Certain sessions cause ORA-29471 because dbms_sql inoperable for those sessions. We are facing this error in our application for few records.

How this can be troubleshooted? How we can identify a particular session has no access on DBMS_SQL? Do we have any attribute/flag at session level?

Below link provides a way to reproduce this problem locally. Reproduce

like image 571
Maddy Avatar asked Dec 24 '22 08:12

Maddy


2 Answers

The error is at runtime. It's possible you cannot guess it's going to happen before it happens. Maybe your solution is to have a single block checking with the cursor id you want to open dbms_sql.is_open(c_id).

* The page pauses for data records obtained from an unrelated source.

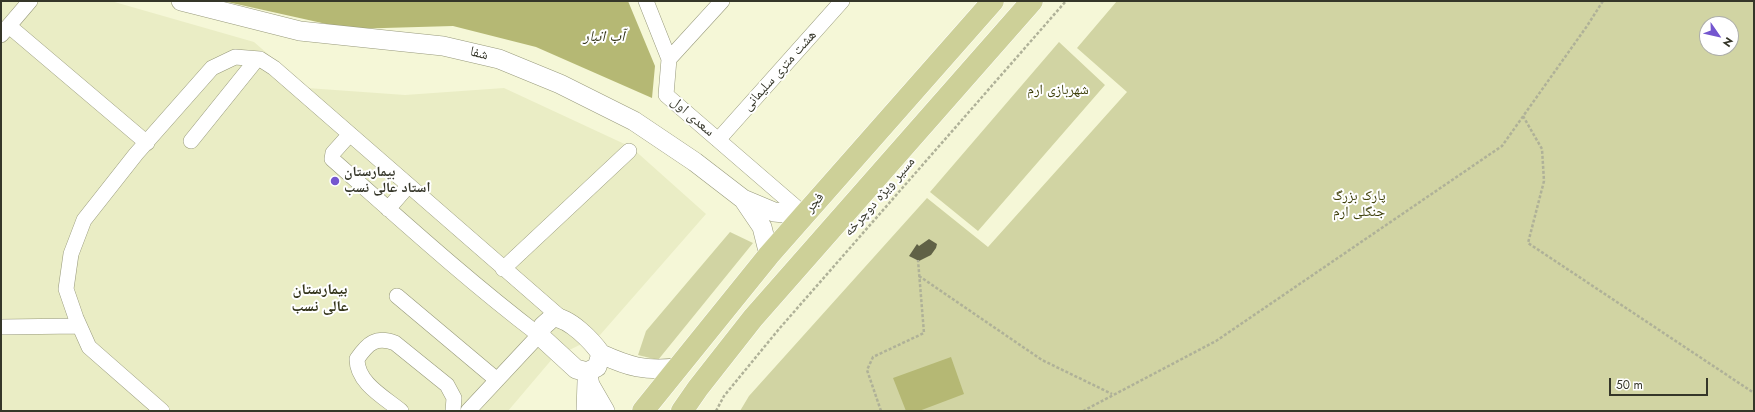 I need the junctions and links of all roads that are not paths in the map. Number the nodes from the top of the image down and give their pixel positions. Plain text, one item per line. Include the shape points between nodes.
1 (30, 1) edge
2 (181, 1) edge
3 (646, 1) edge
4 (722, 1) edge
5 (842, 1) edge
6 (993, 1) edge
7 (1032, 1) edge
8 (5, 31) edge
9 (257, 59) junction
10 (669, 60) junction
11 (350, 134) junction
12 (718, 140) junction
13 (191, 141) dead end
14 (147, 143) junction
15 (629, 151) dead end
16 (408, 186) junction
17 (743, 199) junction
18 (388, 209) junction
19 (805, 215) junction
20 (768, 255) junction
21 (503, 269) junction
22 (397, 296) dead end
23 (560, 317) junction
24 (79, 326) junction
25 (1, 327) edge
26 (539, 335) junction
27 (601, 354) junction
28 (676, 368) junction
29 (586, 372) junction
30 (497, 380) junction
31 (162, 411) edge
32 (401, 411) edge
33 (458, 411) edge
34 (586, 411) edge
35 (605, 411) edge
36 (642, 411) edge
37 (682, 411) edge

1 - 8 street
2 - 17 street, شفا via 300,32 443,46 499,59 560,84 634,121 695,162
3 - 10 street
4 - 10 street
5 - 12 street, هشت متری سلیمانی
6 - 19 main road, فجر
7 - 37 main road, فجر via 753,318
8 - 14 street
9 - 11 street via 274,68
9 - 13 street
9 - 14 street via 235,57 212,68
10 - 12 street, سعدی اول via 666,95
11 - 16 street
11 - 18 street via 333,153 332,159
12 - 19 street, سعدی اول
14 - 24 street via 84,220 71,254 66,289
15 - 21 street
16 - 18 street
16 - 21 street
17 - 19 street via 774,212
17 - 20 street via 762,227
18 - 26 street
19 - 20 main road, فجر
20 - 28 main road, فجر
21 - 23 street
22 - 30 street
23 - 26 street via 553,317 543,326
23 - 27 street via 594,343
24 - 25 street
24 - 31 street via 89,347
26 - 29 street via 576,368
26 - 30 street
27 - 28 street via 632,367 648,370
27 - 29 street via 597,367
28 - 36 main road, فجر
29 - 34 street
29 - 35 street via 590,385
30 - 33 street
32 - 33 street via 363,379 358,370 357,359 372,342 384,339 395,343 447,385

But if this is what you are looking for, here is how to find the list of opened cursors:

select a.value, s.username, s.sid, s.serial#
  from v$sesstat a, v$statname b, v$session s
 where a.statistic# = b.statistic#  and s.sid=a.sid
   and b.name = 'opened cursors current'
;

You can also access v$open_cursor to count them:

SELECT *
  FROM v$open_cursor oc, v$session s
 WHERE oc.sid = s.sid
order by 3,2;

Hope this helps you tweaking something to check if the expected cursor is used.

like image 136
J. Chomel Avatar answered Dec 25 '22 21:12

J. Chomel


Officially, once the ORA-29471 has been raised, your session can't use DBMS_SQL again.

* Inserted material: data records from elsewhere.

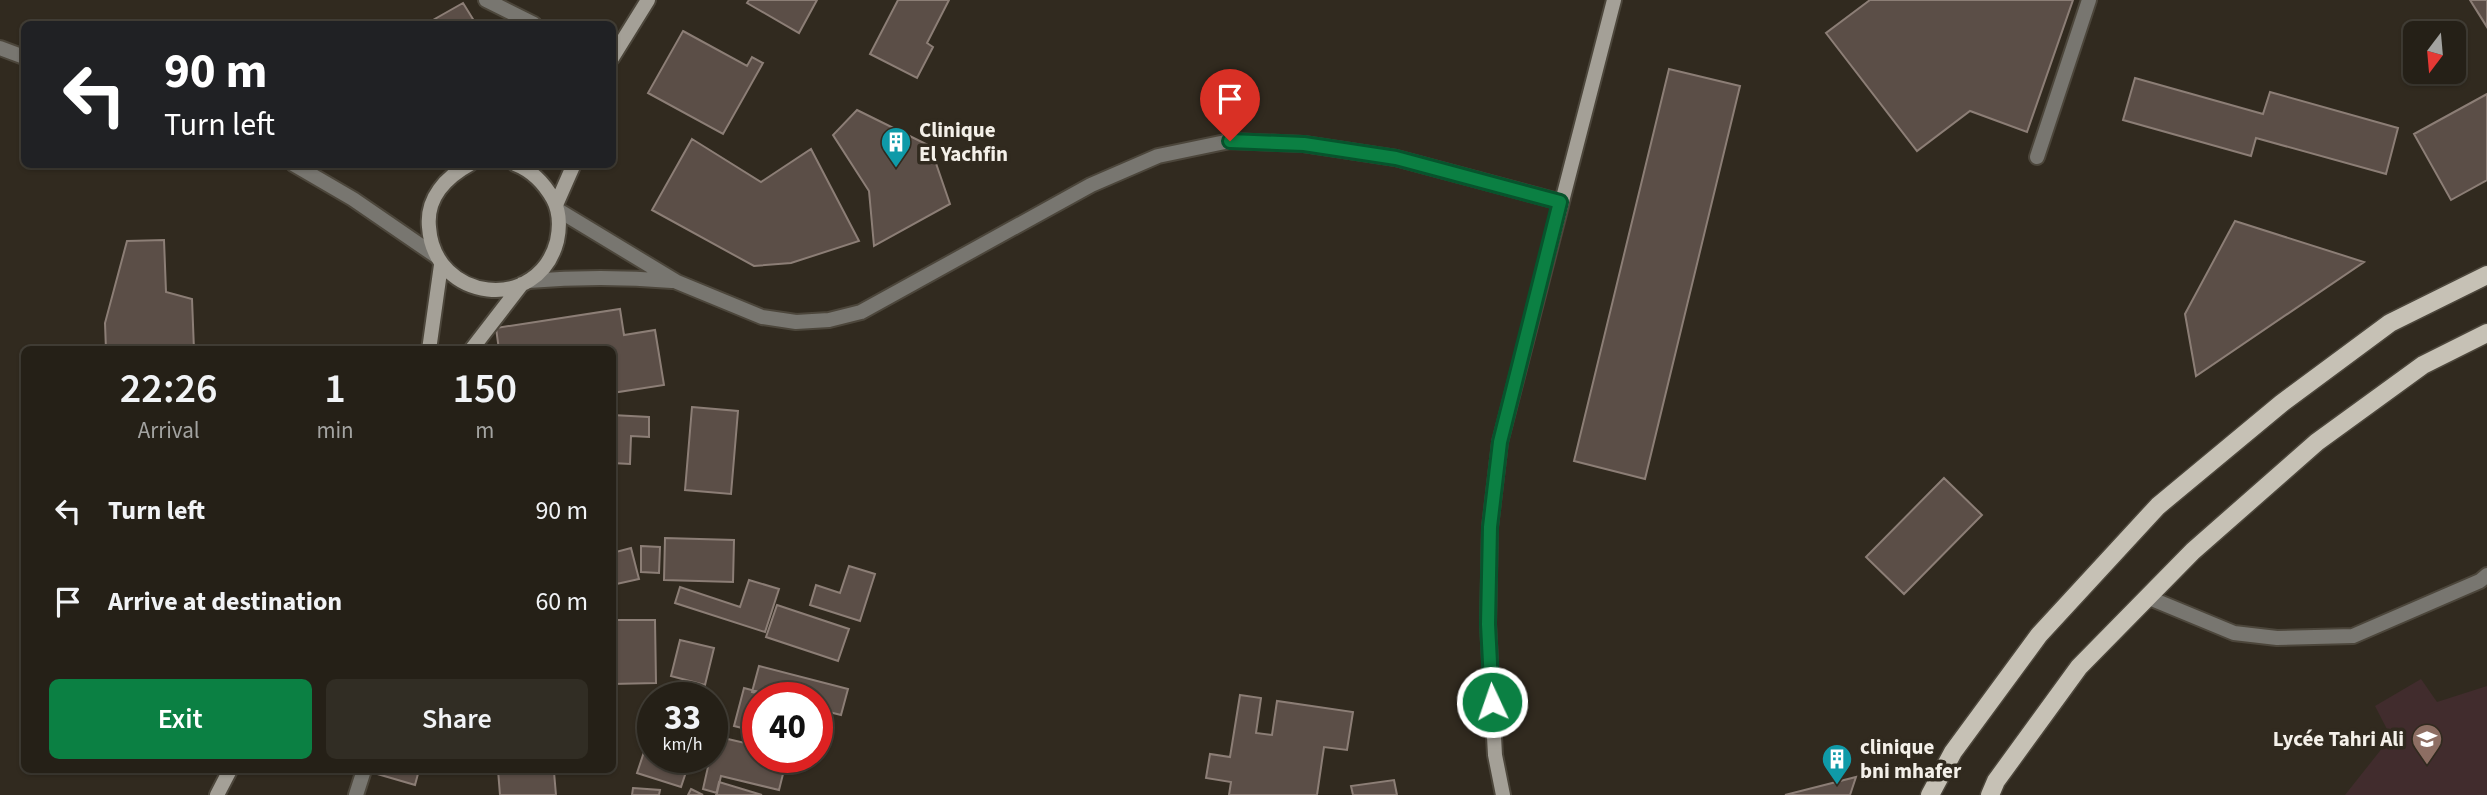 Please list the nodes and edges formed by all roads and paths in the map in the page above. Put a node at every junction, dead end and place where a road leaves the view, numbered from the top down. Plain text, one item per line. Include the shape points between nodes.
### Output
1 (486, 0) edge
2 (648, 0) edge
3 (1614, 0) edge
4 (2089, 0) edge
5 (528, 21) edge
6 (0, 48) edge
7 (616, 52) edge
8 (21, 56) edge
9 (2037, 157) dead end
10 (300, 168) edge
11 (462, 168) edge
12 (526, 168) edge
13 (572, 168) edge
14 (1560, 202) junction
15 (557, 208) junction
16 (438, 260) junction
17 (2487, 275) edge
18 (677, 282) junction
19 (525, 283) junction
20 (2487, 333) edge
21 (429, 346) edge
22 (474, 346) edge
23 (2487, 575) edge
24 (2147, 597) junction
25 (228, 773) edge
26 (363, 773) edge
27 (217, 795) edge
28 (356, 795) edge
29 (1503, 795) edge
30 (1930, 795) edge
31 (1990, 795) edge

1 - 5 street
2 - 7 street
3 - 14 street
4 - 9 street
6 - 8 street
10 - 16 street via 353,199
11 - 16 street via 441,185 432,202 428,220
12 - 15 street via 544,184
13 - 15 street
14 - 18 street via 1396,158 1304,144 1230,141 1158,156 1091,185 861,312 796,322 762,317
14 - 29 street via 1500,442 1490,527 1488,624 1495,755
15 - 18 street
15 - 19 street via 559,231 554,250 543,268
16 - 19 street via 458,280 478,289 500,290
16 - 21 street
17 - 30 main road via 2390,323 2281,403 2158,506 2039,635 1953,752
18 - 19 street via 578,277
19 - 22 street
20 - 24 main road via 2423,365 2317,442
23 - 24 street via 2353,636 2277,638 2234,633
24 - 31 main road via 2079,667
25 - 27 street
26 - 28 street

https://docs.oracle.com/cd/B28359_01/appdev.111/b28419/d_sql.htm#i1026408

ORA-29471 DBMS_SQL access denied: This is raised if an invalid cursor ID number is detected. Once a session has encountered and reported this error, every subsequent DBMS_SQL call in the same session will raise this error, meaning that DBMS_SQL is non-operational for this session.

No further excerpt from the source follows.